Governor Akeredolu took an Oath of Office under the Seventh Schedule of the 1999 Constitution to protect, preserve and defend the people through unalloyed submission to the spirit of our laws. If indeed Section 14(2)(b) of the Constitution makes it a duty of the government to provide adequate security for the people, exploring the relevant provisions of the law to protect the people from the clutches of kidnappers, bandits, murderers and terrorists should not only be regarded as a courageous move but equally a rare display of patriotism.

It is a common knowledge that the forest of Ondo State is the hiding place of those terrorising the peace of our people. It is not expected that the Governor folds his hands and watches till his state gets completely destroyed by an inferno. Thus, the eviction policy is only a commendable move to beef up the security situation of the state. Anyone opposed to the vacation order is either in love with the terrorists or simply an enemy of the Nigerian people.
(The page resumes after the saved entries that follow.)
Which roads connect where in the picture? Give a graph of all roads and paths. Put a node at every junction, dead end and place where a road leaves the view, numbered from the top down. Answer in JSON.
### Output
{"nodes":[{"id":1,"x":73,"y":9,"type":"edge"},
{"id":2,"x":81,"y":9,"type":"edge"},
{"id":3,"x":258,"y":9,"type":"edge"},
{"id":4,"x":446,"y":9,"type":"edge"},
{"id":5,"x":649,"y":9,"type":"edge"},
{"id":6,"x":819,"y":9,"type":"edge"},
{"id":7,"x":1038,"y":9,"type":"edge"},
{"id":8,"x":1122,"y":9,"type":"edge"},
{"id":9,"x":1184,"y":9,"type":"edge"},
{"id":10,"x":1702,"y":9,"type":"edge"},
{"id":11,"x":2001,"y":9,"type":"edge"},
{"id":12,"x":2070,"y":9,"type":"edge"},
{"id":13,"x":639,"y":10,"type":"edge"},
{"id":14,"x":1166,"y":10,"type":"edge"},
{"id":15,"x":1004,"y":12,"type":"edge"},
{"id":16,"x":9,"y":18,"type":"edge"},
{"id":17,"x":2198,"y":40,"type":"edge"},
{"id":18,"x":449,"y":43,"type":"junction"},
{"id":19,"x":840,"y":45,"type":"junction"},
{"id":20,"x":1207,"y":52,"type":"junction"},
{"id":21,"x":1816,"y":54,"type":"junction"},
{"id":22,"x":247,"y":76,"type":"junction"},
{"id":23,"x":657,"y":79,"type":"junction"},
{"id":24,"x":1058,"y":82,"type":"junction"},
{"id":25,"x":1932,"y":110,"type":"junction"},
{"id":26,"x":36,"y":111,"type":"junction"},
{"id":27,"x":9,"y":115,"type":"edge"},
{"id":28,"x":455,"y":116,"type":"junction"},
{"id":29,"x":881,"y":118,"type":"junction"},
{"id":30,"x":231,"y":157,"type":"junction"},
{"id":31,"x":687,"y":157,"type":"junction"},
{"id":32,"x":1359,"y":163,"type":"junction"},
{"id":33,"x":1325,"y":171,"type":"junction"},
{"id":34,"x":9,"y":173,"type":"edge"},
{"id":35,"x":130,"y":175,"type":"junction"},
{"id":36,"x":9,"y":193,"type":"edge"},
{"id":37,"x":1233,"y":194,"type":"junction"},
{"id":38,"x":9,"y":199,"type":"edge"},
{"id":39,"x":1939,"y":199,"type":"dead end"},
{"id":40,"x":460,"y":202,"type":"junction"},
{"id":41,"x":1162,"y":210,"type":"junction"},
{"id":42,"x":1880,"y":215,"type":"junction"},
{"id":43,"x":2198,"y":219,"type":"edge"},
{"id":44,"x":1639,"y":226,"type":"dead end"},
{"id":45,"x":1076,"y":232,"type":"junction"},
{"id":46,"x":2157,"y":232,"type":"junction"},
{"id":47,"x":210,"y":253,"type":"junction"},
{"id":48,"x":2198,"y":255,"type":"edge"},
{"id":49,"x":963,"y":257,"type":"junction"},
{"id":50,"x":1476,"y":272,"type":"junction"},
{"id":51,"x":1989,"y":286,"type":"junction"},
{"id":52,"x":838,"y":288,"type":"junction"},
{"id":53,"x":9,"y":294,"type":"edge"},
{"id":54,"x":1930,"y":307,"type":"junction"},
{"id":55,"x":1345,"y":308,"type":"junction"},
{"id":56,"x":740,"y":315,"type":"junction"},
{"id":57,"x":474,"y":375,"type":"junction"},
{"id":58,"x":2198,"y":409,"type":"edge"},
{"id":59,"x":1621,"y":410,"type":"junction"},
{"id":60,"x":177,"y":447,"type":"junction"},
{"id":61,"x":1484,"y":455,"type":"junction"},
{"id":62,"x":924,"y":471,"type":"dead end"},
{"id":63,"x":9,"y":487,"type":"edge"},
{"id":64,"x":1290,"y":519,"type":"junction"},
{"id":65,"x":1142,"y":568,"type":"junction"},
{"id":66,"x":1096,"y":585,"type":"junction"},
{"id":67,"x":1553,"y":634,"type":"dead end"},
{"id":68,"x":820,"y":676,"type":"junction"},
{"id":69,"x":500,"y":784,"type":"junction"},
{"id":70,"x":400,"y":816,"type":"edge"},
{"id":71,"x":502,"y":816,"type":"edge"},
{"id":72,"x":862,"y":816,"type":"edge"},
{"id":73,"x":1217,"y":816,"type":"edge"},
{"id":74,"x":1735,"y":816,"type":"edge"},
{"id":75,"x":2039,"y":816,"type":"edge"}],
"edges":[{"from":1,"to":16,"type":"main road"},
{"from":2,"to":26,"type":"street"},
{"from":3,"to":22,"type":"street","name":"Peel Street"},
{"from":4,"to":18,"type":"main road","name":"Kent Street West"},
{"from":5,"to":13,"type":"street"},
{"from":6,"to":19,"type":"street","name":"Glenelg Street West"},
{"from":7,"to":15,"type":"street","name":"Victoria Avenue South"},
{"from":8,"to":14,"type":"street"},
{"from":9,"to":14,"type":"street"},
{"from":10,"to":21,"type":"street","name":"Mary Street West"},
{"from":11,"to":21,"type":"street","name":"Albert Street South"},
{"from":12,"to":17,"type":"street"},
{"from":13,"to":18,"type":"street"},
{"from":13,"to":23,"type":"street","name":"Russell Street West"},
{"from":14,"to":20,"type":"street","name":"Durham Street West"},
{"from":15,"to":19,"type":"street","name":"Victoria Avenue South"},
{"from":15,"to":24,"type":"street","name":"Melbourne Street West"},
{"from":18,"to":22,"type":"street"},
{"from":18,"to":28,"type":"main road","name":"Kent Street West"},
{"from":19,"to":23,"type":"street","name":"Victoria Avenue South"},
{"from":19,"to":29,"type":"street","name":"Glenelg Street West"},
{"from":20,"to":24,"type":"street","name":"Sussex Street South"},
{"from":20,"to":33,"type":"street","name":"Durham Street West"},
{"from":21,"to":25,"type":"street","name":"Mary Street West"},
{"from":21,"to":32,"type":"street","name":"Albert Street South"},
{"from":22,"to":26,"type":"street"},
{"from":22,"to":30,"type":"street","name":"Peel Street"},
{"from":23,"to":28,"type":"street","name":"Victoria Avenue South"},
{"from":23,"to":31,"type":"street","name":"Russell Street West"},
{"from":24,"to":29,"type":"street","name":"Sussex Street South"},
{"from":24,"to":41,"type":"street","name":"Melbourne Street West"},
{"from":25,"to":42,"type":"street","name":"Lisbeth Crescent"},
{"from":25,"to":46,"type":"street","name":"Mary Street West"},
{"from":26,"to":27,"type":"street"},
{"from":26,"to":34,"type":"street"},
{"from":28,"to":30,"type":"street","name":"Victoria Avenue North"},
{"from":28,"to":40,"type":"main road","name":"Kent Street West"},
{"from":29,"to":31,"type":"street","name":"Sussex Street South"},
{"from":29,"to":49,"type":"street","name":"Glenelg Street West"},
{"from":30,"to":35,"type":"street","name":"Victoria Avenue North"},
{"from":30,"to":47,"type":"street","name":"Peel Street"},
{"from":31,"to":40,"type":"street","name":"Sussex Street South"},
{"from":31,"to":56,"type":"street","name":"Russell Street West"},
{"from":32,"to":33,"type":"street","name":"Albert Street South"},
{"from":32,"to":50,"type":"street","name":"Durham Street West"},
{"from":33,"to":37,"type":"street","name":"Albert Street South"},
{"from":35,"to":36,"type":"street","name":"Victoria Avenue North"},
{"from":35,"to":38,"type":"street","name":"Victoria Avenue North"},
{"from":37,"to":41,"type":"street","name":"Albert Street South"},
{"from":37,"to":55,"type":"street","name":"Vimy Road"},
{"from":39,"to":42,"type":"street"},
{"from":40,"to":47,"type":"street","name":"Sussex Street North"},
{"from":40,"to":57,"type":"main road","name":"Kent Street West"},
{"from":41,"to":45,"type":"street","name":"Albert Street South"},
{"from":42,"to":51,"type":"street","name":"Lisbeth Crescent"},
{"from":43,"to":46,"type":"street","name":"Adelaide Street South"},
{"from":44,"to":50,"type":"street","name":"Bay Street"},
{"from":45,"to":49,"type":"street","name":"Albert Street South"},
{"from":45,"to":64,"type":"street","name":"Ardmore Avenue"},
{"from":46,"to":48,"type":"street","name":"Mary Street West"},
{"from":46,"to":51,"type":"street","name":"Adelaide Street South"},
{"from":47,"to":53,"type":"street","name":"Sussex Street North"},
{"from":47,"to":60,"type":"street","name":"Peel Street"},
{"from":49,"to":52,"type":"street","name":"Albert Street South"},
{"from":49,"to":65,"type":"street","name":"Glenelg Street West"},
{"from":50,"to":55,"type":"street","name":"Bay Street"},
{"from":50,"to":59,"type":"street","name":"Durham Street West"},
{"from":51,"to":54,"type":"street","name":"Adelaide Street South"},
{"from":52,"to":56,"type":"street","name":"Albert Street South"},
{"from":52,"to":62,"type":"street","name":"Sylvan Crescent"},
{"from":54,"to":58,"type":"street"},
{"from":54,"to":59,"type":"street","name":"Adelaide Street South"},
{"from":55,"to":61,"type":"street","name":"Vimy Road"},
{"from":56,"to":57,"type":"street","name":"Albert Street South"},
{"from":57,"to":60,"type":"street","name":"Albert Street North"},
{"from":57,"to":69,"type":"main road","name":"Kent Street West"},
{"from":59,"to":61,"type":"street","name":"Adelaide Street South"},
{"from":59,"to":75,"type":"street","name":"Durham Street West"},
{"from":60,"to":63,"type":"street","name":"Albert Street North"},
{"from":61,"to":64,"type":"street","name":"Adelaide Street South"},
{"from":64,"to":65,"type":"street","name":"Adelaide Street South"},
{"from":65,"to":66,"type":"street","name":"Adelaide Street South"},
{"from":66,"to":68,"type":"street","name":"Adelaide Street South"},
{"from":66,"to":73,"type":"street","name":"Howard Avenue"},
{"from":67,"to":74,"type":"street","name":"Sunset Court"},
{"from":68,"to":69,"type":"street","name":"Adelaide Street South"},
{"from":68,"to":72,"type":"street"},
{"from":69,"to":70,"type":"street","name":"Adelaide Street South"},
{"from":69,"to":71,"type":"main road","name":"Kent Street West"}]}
In the final analysis, the Governor must be told that the power to impose a vacation order in this regard does not extend to outrightly evicting anyone from the geographical territory of the state bearing in mind the fact that all Nigerians have the right to move freely everywhere and anywhere in Nigeria. As laid down by Supreme Court in the popular case of MINISTER OF INTERNAL AFFAIRS V. SHUGABA ABDURRAHAMAN DARMAN (1982) 3 N.C.L.R., 915 at 1009, Mr. Rotimi Akeredolu lacks the constitutional power to outright and totally evict anyone from the four walls of Ondo State as that would amount to an unpardonable infraction on the Constitution which shakes the peaceful coexistence of Nigeria.

But, his legal might to enforce obtaining of permits before occupying forest reserves is unimpeachable.